Cuando me enteré de que Matías Prats, andaluz de pro, había dejado de existir, pensé que con él o sobre él se marchaba una voz: porque él había pasado a convertirse en el recipiente o la envoltura de aquel ectoplasma, su voz, tan natural y obligatorio para las ondas sonoras como el césped en el parque o la angustia del amor. Pensé que con la voz se marchaba un cargamento de palabras, porque es en ella donde las palabras tienen su vehículo: y recordé aquel verso de Georg Trakl, poeta austriaco, que tanto citaba Heidegger para darse tono, "ninguna cosa sea donde falte la palabra". El día después de su despedida, vi a Matías Prats en una entrevista concedida a Canal Plus hacía algunos años, y le escuché alabar el poder de ese arma hecha de viento y bronce, que sirve al hombre para domar caballos e imitar a los ángeles. Él, decía Prats, se había dado cuenta desde muy pequeño del valor de la voz, y muy temprano aprendió a imponerse a quienes le rodeaban no por el recurso a la fuerza bruta o al chantaje, que son los métodos elegidos habitualmente por el salvajismo de la juventud, sino a través de la palabra. La voz, la palabra: Matías Prats fue uno de los pioneros en España de esa forma de arte que asociamos a la radio, un aparato que enciendo ahora en la soledad de mi escritorio para evitar que las horas se dilaten o al que invito a acompañarme siempre que debo emprender una larga travesía en coche. De las muchas innovaciones que ha aportado la tecnología a nuestras vidas, algunas francamente explosivas cuando no violentas, la radio conserva un civismo y una tibieza que la acercan al rango de las mascotas o a los prójimos de carne y hueso con que nos cruzamos día a día del autobús al mostrador del banco: la única máquina que conozco cuya utilidad no se agota en exterminar, emporcar la naturaleza o volver impúdicamente más ricos a los que ya lo son es este inocuo pedazo de metal que vibra sobre mi estantería, con todo el calor de una presencia amiga que busca mi proximidad y me confiesa sus anhelos y extravíos. Tal vez la radio es el más humano de los electrodomésticos porque está dotado de voz.

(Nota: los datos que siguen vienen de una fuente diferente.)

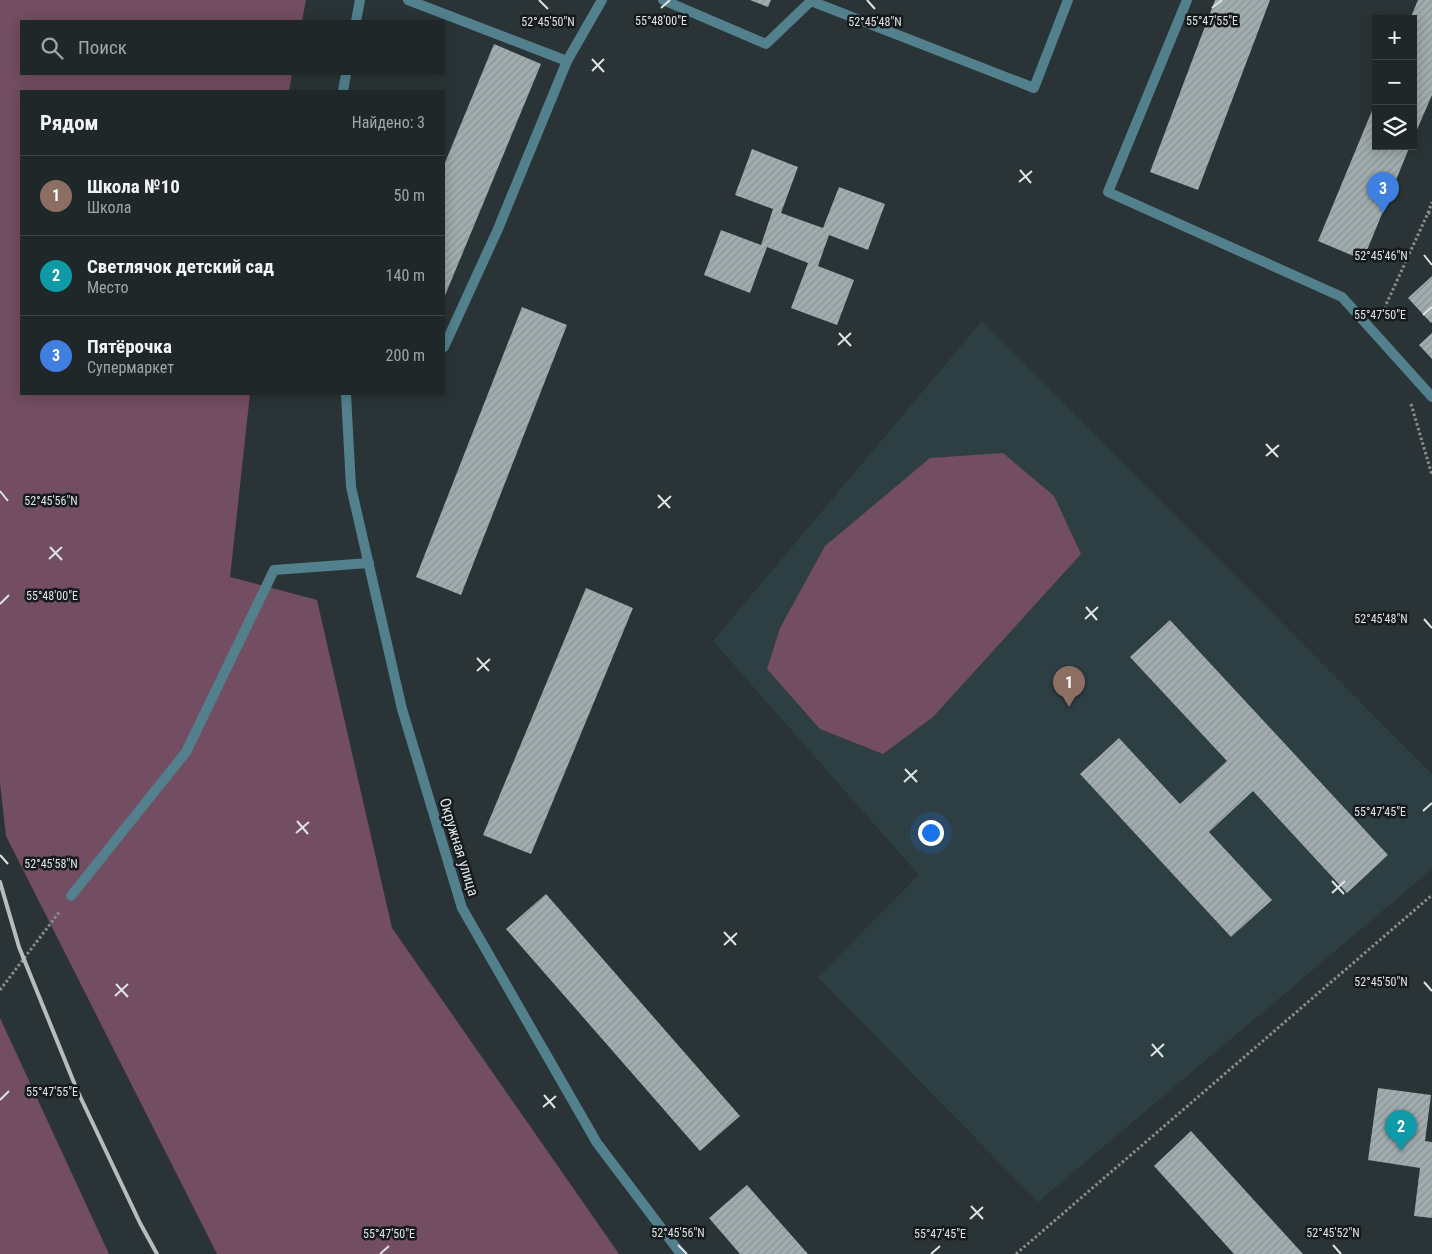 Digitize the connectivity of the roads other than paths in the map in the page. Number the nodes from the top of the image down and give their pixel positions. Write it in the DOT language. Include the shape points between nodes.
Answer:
graph roads {
  1 [pos="360,0"];
  2 [pos="408,0"];
  3 [pos="602,0"];
  4 [pos="663,0"];
  5 [pos="1068,0"];
  6 [pos="1187,0"];
  7 [pos="356,20"];
  8 [pos="567,61"];
  9 [pos="346,75"];
  10 [pos="343,90"];
  11 [pos="445,345"];
  12 [pos="346,395"];
  13 [pos="1432,397"];
  14 [pos="369,563"];
  15 [pos="71,896"];
  16 [pos="681,1254"];
  1 -- 7 [label="street"];
  2 -- 8 [label="street"];
  3 -- 8 [label="street"];
  4 -- 5 [label="street" via="766,44 811,1 1034,88"];
  6 -- 13 [label="street" via="1108,192 1342,297"];
  8 -- 11 [label="street" via="498,229"];
  9 -- 10 [label="street"];
  12 -- 14 [label="street, Окружная улица" via="351,487"];
  14 -- 15 [label="street" via="274,570 186,752"];
  14 -- 16 [label="street, Окружная улица" via="402,709 462,908 597,1143"];
} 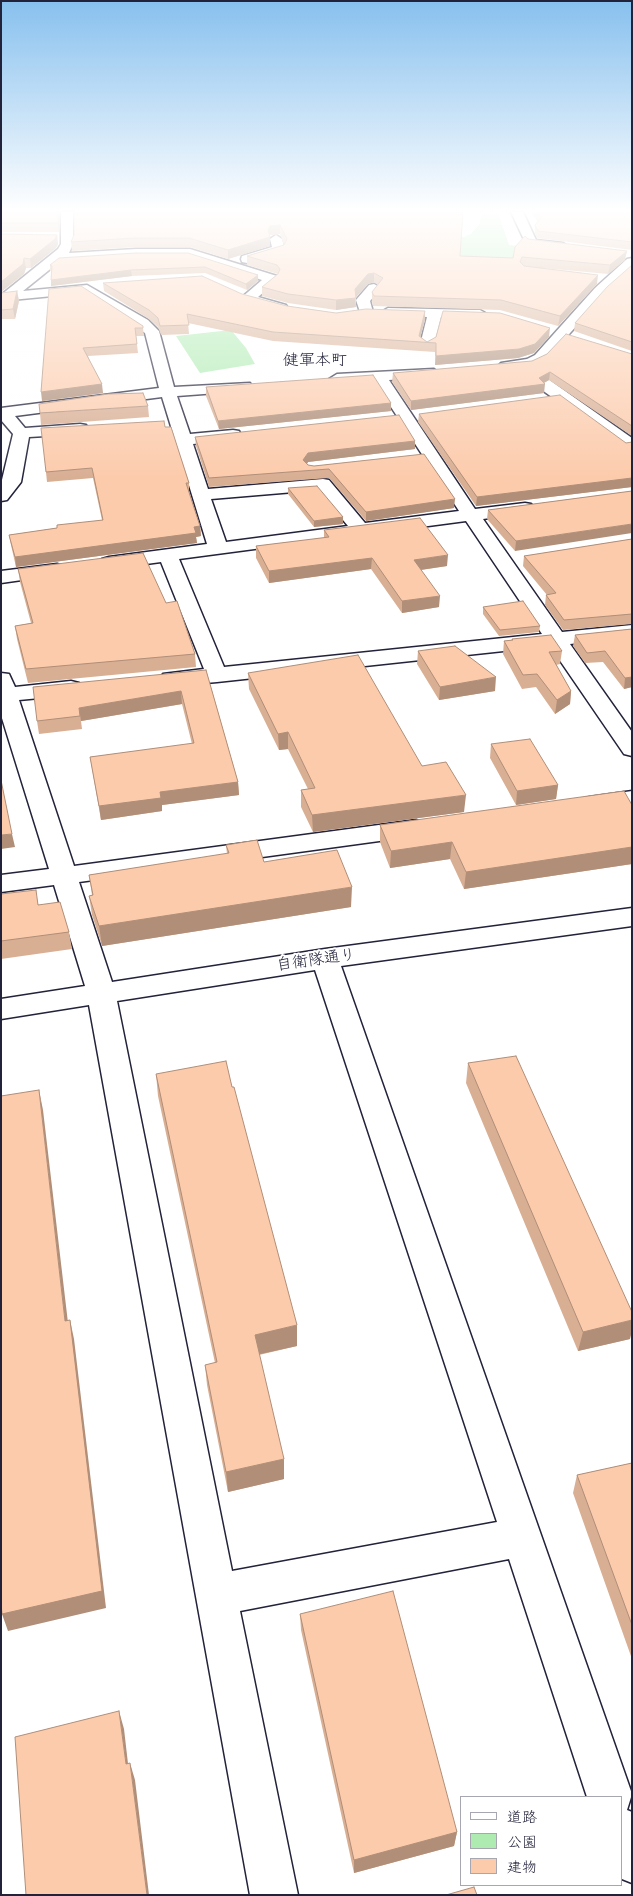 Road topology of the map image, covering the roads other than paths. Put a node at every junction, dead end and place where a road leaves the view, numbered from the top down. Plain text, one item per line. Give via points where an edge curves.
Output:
1 (105, 300) edge
2 (257, 300) edge
3 (363, 300) edge
4 (596, 300) edge
5 (297, 311) edge
6 (366, 312) junction
7 (435, 313) junction
8 (351, 314) edge
9 (491, 316) edge
10 (546, 329) edge
11 (564, 334) junction
12 (580, 341) edge
13 (427, 345) edge
14 (518, 365) junction
15 (488, 368) edge
16 (449, 371) edge
17 (379, 376) junction
18 (322, 380) edge
19 (264, 384) edge
20 (168, 392) junction
21 (563, 397) junction
22 (543, 400) edge
23 (2, 412) edge
24 (424, 414) edge
25 (404, 417) junction
26 (386, 419) edge
27 (178, 422) junction
28 (159, 424) edge
29 (100, 428) edge
30 (21, 433) junction
31 (248, 433) edge
32 (184, 440) junction
33 (629, 443) edge
34 (430, 455) junction
35 (410, 457) edge
36 (314, 468) edge
37 (323, 484) junction
38 (200, 495) junction
39 (1, 496) edge
40 (547, 505) edge
41 (471, 515) junction
42 (361, 530) junction
43 (218, 548) junction
44 (168, 555) junction
45 (1, 577) edge
46 (632, 631) edge
47 (558, 640) junction
48 (217, 674) junction
49 (150, 681) edge
50 (92, 686) edge
51 (3, 689) edge
52 (632, 749) edge
53 (632, 798) edge
54 (563, 808) edge
55 (436, 825) edge
56 (64, 876) junction
57 (1, 884) edge
58 (632, 917) edge
59 (326, 959) junction
60 (101, 992) junction
61 (1, 1008) edge
62 (520, 1537) junction
63 (216, 1595) junction
64 (610, 1796) edge
65 (623, 1834) edge
66 (632, 1860) edge
67 (274, 1895) edge

1 - 20 street via 152,331
2 - 5 street
3 - 6 street
4 - 11 street
6 - 7 street
6 - 8 street
7 - 9 street
7 - 13 street
10 - 11 street
11 - 12 street
11 - 14 street via 540,358
14 - 15 street
14 - 21 street
16 - 17 street
17 - 18 street
17 - 25 street
19 - 20 street
20 - 23 street
20 - 27 street
21 - 22 street
21 - 33 street
23 - 30 street
24 - 25 street
25 - 26 street
25 - 34 street
27 - 28 street
27 - 32 street
29 - 30 street
30 - 39 street via 12,482
31 - 32 street
32 - 38 street
34 - 35 street
34 - 41 street
36 - 37 street
37 - 38 street
37 - 42 street
38 - 43 street
40 - 41 street
41 - 42 street
41 - 47 street via 512,560
42 - 43 street
43 - 44 street
44 - 45 street
44 - 48 street
46 - 47 street
47 - 48 street
47 - 52 street
48 - 49 street
50 - 51 street
51 - 56 street
53 - 54 street
55 - 56 street
56 - 57 street
56 - 60 street
58 - 59 street, 自衛隊通り
59 - 60 street, 自衛隊通り
59 - 62 street
60 - 61 street, 自衛隊通り
60 - 63 street
62 - 63 street
62 - 64 street
63 - 67 street
65 - 66 street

Resulta imposible minusvalorar la importancia de ese aire surcado de escalas en la historia de lo que somos: porque la voz es garantía de veracidad, ordena y sanciona, y puede volver prodigioso o terrible cualquier objeto con la sola fuerza de su concurso. Somos una voz; la voz silenciosa que fluctúa interiormente por los meandros de nuestra alma, esa que Joyce retrató sin inhibiciones en su Ulises para que los críticos le adjudicaran el título pedante de stream of conciousness; la voz acongojada que entona el prisionero en el fondo de su celda, que elevaba Edmond Dantés en el castillo de If para creerse menos condenado; la voz del tamaño de un volcán que aleccionó a Moisés en el Sinaí y ensordeció a Caín mientras huía. Cuántas veces

no hemos descolgado el teléfono deseando oír una voz que ya no puede sonar para nosotros, una voz de la que somos huérfanos: porque cuando una voz se esfuma para siempre en el aire, como ahora ésta de Matías Prats, el mundo se vuelve más estrecho y oscuro y es más incierto. El universo depende de nuestro idioma como la puerta se debe al picaporte y el zapato al lazo; como sabía Trakl, no hay cosas donde faltan las palabras, sólo barro.